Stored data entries
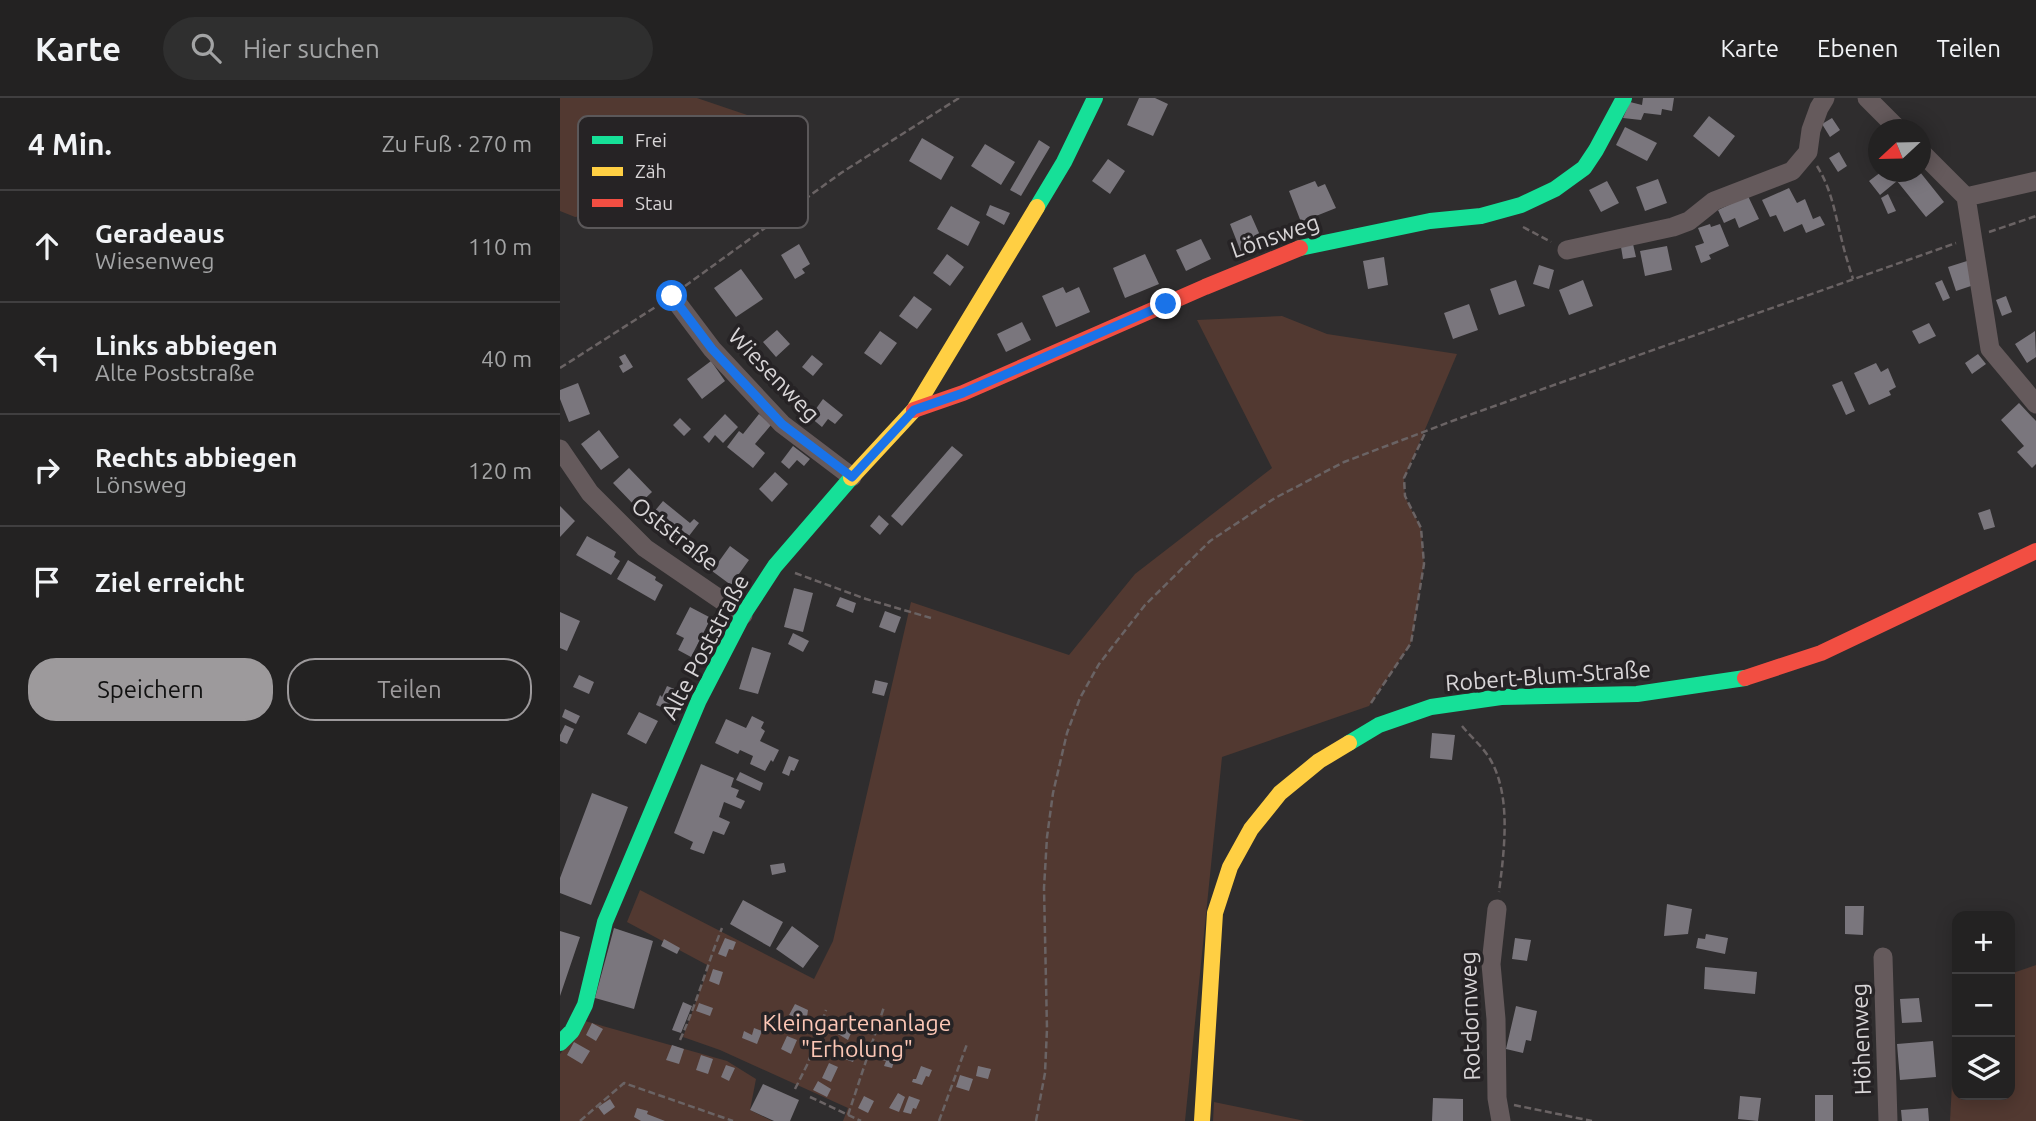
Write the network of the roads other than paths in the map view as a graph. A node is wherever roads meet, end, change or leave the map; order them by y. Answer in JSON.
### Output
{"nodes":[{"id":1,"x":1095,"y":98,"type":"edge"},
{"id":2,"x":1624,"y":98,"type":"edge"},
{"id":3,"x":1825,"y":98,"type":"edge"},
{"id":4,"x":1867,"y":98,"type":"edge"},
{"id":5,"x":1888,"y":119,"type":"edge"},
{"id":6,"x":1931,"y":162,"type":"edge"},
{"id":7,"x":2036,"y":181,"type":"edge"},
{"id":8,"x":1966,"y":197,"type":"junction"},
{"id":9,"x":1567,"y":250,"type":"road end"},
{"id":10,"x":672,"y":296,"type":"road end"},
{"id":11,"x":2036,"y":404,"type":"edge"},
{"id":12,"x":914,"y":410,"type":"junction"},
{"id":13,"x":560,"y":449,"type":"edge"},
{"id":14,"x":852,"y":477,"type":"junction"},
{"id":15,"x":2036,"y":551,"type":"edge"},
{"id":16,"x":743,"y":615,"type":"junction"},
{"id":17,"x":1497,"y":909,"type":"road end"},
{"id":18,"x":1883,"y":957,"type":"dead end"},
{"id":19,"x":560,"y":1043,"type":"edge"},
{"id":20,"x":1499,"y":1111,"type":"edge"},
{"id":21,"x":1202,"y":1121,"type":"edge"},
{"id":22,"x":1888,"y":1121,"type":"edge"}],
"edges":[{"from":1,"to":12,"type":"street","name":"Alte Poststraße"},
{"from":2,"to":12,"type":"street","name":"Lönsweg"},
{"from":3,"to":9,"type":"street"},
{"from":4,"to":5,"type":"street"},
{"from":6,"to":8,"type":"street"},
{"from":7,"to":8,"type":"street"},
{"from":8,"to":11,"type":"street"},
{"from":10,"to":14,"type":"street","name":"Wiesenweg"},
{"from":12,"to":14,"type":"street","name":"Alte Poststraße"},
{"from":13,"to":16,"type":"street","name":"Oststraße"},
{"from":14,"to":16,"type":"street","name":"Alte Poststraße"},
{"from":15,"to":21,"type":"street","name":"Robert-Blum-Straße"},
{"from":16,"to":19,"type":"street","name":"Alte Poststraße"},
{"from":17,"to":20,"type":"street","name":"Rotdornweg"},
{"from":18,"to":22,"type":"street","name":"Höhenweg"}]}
* * *
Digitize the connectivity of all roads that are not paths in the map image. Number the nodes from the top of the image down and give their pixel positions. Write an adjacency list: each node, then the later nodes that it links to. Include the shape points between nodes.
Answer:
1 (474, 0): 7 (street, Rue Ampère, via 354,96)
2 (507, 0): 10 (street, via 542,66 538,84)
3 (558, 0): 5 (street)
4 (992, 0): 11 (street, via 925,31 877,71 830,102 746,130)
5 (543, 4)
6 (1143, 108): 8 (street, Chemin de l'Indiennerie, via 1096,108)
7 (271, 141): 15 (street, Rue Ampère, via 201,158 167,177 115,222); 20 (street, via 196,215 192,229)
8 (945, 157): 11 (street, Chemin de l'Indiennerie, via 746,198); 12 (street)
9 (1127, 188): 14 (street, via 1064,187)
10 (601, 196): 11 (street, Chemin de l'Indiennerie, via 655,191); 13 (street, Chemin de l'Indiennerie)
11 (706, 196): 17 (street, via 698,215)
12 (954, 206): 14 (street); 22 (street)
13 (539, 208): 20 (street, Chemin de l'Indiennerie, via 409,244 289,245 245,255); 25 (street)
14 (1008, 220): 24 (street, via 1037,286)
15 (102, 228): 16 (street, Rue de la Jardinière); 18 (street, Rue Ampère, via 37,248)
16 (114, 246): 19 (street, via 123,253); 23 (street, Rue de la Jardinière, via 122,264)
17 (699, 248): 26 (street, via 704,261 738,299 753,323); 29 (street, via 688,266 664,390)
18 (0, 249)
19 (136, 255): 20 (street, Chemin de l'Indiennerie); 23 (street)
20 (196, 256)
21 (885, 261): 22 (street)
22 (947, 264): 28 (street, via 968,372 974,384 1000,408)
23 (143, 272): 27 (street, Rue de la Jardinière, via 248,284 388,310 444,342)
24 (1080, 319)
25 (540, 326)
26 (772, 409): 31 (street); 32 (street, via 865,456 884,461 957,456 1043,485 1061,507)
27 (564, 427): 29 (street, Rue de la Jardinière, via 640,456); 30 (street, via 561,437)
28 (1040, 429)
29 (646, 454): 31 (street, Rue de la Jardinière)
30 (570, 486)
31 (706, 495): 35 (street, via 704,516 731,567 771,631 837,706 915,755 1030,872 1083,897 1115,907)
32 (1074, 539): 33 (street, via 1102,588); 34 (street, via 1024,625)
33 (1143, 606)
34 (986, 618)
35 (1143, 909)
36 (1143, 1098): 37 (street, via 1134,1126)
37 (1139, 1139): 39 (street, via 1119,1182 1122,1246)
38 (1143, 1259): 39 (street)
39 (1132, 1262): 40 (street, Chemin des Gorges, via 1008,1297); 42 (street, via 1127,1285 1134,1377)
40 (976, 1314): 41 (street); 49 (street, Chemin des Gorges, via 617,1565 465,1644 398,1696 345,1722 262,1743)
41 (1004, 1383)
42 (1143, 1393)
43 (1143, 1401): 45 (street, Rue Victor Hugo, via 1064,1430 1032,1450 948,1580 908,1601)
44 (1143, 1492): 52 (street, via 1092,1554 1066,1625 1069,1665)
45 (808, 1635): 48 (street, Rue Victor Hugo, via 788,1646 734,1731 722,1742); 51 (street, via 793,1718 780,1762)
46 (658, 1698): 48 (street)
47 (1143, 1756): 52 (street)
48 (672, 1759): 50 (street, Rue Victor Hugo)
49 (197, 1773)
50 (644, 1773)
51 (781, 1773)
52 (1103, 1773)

### Task brief
What lines hold the string "nodes"? Pick them out of the data.

### Result for this exercise
{"nodes":[{"id":1,"x":1095,"y":98,"type":"edge"},
Digitize the connectivity of all roads that are not paths in the map image. Number the nodes from the top of the image down and give their pixel positions. Write an adjacency list: each node, then the later nodes that it links to. Include the shape points between nodes.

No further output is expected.